South Dakota’s Stamp Out Hunger food drive helped provide 54,000 meals for Feeding South Dakota, a sharp reminder of how much can come from one familiar action at the curb. Letter carriers collected thousands of pounds of food on May 9, turning neighborhood mail routes into a statewide hunger-relief pipeline.

The annual drive, run by the National Association of Letter Carriers, is held every second Saturday in May and marked its 34th anniversary in 2026. The United States Postal Service says carriers collect donations in more than 10,000 cities and towns across the country, while the union describes Stamp Out Hunger as the nation’s largest all-volunteer one-day food collection effort. Since its launch in 1993, USPS says the campaign has grown into the nation’s largest one-day food drive.

AI-generated illustration
AI-generated illustration

For Food recovery organizations, the appeal is obvious. The donor lift is tiny, the pickup is built into an existing service route, and the system works because the handoff is simple and repeatable. That is the same kind of logic that powers green bag programs: when residents do not have to travel, schedule a drop-off, or learn a complicated process, participation becomes part of the routine. For staff and volunteers, that simplicity only works when the behind-the-scenes logistics are tight enough to keep food moving quickly from doorstep to pantry.

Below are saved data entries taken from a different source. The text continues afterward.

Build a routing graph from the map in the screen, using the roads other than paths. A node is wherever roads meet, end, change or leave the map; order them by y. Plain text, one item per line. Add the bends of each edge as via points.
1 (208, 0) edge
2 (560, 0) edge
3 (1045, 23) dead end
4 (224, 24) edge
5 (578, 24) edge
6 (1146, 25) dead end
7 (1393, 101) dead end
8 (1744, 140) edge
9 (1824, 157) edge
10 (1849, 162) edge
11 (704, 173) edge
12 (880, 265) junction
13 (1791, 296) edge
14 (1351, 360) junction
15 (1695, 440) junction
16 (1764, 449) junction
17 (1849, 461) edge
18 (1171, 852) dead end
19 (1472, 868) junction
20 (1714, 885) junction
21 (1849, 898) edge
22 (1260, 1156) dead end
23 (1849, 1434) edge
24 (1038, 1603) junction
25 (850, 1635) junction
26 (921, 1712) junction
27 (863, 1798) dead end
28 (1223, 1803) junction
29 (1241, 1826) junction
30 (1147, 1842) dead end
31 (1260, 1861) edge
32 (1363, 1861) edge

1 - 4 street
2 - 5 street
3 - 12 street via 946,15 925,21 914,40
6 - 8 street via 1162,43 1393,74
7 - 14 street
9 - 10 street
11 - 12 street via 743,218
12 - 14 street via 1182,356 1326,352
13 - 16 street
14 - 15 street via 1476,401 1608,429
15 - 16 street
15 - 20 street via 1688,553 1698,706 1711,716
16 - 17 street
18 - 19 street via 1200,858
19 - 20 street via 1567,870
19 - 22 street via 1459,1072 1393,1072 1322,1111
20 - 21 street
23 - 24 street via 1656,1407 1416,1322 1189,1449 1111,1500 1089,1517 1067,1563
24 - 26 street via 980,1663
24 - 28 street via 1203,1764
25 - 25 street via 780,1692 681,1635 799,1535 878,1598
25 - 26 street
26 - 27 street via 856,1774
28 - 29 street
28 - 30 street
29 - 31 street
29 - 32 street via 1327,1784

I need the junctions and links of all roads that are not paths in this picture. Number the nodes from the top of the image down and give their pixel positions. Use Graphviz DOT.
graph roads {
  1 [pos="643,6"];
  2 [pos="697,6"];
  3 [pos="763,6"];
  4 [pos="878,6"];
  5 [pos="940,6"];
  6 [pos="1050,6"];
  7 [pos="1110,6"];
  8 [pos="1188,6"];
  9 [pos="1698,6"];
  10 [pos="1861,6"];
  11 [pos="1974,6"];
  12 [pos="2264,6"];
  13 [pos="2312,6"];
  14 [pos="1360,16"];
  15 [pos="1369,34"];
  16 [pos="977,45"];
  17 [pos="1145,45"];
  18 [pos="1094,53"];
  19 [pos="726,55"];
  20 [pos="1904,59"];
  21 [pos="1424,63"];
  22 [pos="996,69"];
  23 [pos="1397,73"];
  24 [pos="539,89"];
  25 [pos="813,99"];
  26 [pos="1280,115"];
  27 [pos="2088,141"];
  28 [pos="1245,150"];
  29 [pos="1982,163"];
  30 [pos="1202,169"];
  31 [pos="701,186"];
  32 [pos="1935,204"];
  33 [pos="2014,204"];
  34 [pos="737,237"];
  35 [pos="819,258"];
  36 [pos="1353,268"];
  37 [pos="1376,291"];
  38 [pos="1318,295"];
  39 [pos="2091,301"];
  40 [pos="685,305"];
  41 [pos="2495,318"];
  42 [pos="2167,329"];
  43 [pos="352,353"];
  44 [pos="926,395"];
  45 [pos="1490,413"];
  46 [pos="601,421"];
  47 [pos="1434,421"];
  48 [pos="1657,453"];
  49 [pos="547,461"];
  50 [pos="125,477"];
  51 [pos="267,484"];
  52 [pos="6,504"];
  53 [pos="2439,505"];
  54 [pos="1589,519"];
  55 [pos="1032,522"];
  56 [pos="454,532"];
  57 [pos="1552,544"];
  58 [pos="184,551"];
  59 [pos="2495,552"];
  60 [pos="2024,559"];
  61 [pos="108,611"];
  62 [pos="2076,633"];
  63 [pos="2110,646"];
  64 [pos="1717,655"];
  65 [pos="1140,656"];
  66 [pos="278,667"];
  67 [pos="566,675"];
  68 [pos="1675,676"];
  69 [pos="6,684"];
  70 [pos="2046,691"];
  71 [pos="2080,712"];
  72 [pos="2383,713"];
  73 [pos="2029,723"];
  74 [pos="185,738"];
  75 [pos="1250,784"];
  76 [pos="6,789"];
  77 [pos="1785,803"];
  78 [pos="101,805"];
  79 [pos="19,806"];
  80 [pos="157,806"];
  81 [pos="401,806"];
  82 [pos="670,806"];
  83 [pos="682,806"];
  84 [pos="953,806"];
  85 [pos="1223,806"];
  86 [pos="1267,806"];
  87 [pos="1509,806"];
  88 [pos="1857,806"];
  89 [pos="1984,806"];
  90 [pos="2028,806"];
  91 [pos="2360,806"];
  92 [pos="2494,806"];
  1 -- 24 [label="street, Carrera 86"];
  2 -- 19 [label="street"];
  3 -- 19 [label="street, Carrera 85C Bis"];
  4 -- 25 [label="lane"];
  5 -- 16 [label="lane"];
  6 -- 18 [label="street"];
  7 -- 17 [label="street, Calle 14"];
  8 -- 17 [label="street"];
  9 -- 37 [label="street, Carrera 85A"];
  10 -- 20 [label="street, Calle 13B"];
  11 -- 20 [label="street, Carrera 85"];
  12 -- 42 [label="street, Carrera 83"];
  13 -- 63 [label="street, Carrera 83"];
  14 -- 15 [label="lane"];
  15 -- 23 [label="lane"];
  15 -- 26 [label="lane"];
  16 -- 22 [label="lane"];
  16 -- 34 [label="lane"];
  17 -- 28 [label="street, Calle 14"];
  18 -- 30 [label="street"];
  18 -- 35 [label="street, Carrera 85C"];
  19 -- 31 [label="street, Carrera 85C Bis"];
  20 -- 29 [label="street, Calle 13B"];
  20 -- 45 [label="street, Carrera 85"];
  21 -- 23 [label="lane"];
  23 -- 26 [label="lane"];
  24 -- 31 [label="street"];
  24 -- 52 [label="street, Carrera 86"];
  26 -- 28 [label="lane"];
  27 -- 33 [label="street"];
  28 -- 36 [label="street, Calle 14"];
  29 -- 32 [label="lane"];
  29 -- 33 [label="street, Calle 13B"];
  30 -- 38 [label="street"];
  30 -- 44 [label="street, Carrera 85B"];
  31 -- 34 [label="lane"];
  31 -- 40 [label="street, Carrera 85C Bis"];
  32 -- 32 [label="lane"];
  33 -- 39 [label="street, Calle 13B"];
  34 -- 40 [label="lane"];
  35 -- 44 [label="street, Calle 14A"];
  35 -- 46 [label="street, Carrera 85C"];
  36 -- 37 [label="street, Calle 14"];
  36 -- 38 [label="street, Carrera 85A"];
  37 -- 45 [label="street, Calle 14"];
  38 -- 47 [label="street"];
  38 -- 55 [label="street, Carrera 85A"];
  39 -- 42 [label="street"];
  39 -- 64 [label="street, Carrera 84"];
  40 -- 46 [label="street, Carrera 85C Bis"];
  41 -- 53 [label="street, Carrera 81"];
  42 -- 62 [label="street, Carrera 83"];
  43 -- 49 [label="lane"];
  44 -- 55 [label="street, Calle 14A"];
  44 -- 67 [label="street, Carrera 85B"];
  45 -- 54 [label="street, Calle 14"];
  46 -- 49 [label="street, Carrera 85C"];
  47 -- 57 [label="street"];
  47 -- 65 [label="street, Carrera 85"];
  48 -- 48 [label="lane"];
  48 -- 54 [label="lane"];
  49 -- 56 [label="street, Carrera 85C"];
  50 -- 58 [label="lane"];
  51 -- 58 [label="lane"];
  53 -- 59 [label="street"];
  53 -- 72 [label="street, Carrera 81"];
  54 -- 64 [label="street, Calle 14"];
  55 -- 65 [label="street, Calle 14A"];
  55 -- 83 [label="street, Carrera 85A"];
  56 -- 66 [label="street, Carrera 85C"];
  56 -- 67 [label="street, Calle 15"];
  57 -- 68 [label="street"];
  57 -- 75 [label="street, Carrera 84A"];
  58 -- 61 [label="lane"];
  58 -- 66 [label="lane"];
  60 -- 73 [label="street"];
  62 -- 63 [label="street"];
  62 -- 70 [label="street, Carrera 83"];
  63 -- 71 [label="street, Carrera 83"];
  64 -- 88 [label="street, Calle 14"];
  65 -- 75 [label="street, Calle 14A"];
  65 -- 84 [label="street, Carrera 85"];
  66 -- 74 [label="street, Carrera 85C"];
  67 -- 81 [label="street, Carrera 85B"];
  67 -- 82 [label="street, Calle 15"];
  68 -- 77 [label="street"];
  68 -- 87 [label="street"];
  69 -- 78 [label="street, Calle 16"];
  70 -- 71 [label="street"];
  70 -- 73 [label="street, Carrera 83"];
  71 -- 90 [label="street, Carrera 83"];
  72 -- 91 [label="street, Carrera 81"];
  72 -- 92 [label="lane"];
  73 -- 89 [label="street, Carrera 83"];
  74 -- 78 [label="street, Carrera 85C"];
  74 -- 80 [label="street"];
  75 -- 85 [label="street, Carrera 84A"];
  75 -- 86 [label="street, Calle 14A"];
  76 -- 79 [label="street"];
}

Feeding South Dakota, the state’s largest hunger-relief organization, serves all 66 counties. The group says food and fund drives are a critical part of its mission and can be hosted by any group of dedicated people, a sign of how much its work depends on community partners as well as its own staff and volunteers. A one-day campaign like Stamp Out Hunger can create a burst of collection, but it also creates the follow-through work of sorting, weighing and distributing donations before they lose value.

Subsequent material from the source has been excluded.